These day I often hear friends wonder or even worry about the state of the world. The industry is growing but still people have the feeling that it is harder for them to achieve something with their work while the number and wealth of rich people is staggering. However, all of this is debt, of private people and the public and all this is held by developing countries where people are working under bad conditions to produce goods for the west where people have may too much junk already. And on top of all of this a major fraction of people does not believe that scientists warning of man made climate problems are correct, while we utilize more and more energy, still mostly from fossil sources.
The usual political ideologies do not help to understand this. Tradition does not hold the answer, left alone religion. And the left wing politics that deems itself progressive seems to care more about who uses which toilette and happily discards the achievements of the enlightenment to get to the political opponent.

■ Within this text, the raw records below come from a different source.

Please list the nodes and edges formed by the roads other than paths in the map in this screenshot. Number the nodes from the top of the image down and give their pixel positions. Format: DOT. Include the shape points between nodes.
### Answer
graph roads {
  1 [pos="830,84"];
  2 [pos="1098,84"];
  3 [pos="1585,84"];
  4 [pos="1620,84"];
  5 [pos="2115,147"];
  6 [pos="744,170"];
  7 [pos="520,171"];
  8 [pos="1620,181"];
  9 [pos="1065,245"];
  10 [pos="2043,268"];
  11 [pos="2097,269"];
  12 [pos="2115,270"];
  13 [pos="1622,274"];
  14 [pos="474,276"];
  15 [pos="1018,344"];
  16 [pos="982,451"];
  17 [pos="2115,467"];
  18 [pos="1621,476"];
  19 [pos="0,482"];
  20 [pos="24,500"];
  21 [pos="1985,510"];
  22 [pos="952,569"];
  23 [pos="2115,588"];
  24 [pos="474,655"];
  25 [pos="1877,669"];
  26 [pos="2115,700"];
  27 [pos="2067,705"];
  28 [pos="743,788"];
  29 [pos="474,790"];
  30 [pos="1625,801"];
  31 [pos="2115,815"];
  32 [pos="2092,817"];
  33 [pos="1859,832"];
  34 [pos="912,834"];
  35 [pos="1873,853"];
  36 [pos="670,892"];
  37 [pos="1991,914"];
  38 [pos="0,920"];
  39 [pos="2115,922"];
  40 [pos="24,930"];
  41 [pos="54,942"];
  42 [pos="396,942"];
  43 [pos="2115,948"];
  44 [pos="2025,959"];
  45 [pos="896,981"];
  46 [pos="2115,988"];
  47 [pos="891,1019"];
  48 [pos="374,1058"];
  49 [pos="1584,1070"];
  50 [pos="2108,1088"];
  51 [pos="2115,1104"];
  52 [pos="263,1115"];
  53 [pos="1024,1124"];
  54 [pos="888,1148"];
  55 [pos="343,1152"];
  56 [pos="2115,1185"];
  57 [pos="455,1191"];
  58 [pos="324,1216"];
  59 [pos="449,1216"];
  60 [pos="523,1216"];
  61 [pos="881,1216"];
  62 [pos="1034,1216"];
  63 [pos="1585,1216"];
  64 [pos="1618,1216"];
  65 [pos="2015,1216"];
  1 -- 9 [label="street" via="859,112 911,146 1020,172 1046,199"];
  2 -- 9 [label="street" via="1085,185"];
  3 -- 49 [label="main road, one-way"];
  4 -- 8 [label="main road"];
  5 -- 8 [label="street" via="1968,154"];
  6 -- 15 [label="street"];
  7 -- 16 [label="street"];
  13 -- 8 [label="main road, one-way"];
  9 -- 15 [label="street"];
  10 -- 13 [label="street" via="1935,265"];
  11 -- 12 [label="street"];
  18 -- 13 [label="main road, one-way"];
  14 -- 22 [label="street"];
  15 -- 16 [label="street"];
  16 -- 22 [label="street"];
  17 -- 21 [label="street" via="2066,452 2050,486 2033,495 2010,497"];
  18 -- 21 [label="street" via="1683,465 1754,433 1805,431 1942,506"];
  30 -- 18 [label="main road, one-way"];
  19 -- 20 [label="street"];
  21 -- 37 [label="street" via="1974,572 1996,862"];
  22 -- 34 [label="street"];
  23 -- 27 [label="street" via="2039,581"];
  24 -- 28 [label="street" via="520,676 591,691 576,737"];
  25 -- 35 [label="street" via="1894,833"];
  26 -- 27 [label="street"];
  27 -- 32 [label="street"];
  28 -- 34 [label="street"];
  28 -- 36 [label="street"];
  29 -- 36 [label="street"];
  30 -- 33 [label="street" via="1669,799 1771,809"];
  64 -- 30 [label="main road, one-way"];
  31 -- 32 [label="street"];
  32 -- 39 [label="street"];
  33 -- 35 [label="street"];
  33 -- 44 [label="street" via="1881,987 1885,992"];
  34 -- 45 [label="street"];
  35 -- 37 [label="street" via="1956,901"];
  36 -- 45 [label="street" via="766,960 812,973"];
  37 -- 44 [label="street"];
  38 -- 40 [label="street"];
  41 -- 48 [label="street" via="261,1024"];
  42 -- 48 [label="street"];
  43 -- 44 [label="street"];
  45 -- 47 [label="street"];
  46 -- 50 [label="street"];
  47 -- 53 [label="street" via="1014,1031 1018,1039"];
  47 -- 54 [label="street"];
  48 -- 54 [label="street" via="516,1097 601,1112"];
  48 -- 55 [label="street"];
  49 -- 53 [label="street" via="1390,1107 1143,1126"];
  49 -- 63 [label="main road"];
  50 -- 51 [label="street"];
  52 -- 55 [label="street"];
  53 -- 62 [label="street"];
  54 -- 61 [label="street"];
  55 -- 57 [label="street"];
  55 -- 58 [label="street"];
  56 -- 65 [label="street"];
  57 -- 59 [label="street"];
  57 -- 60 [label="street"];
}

All this is unpleasant, extremely stupid, and especially very boring.
But luckily there are alternatives. There are interesting books where you can learn something about the world and how it works. Here are two, one old and one rather new and both deal with what is behind everything: energy. (I won’t spoil the read any further)
(1) Reiner Kümmel: The Second Law of Economics: Energy, Entropy, and the Origins of Wealth. Springer, Berlin 2011, ISBN 978-1-441-99364-9.
This book investigates what makes economies run. That would be labor, capital (this is not money but rather machines and infrastructure) and energy. Those things are connected to technology and how people use and regulate it, with profound consequences for society.
This description of the work and life of coal miner and their communities in the 1930s is not only a showing under which conditions people lived and worked to build western society, Orwell also observes the mechanisms of a political elite which presents to care for the common man but truly only cares for its own interests.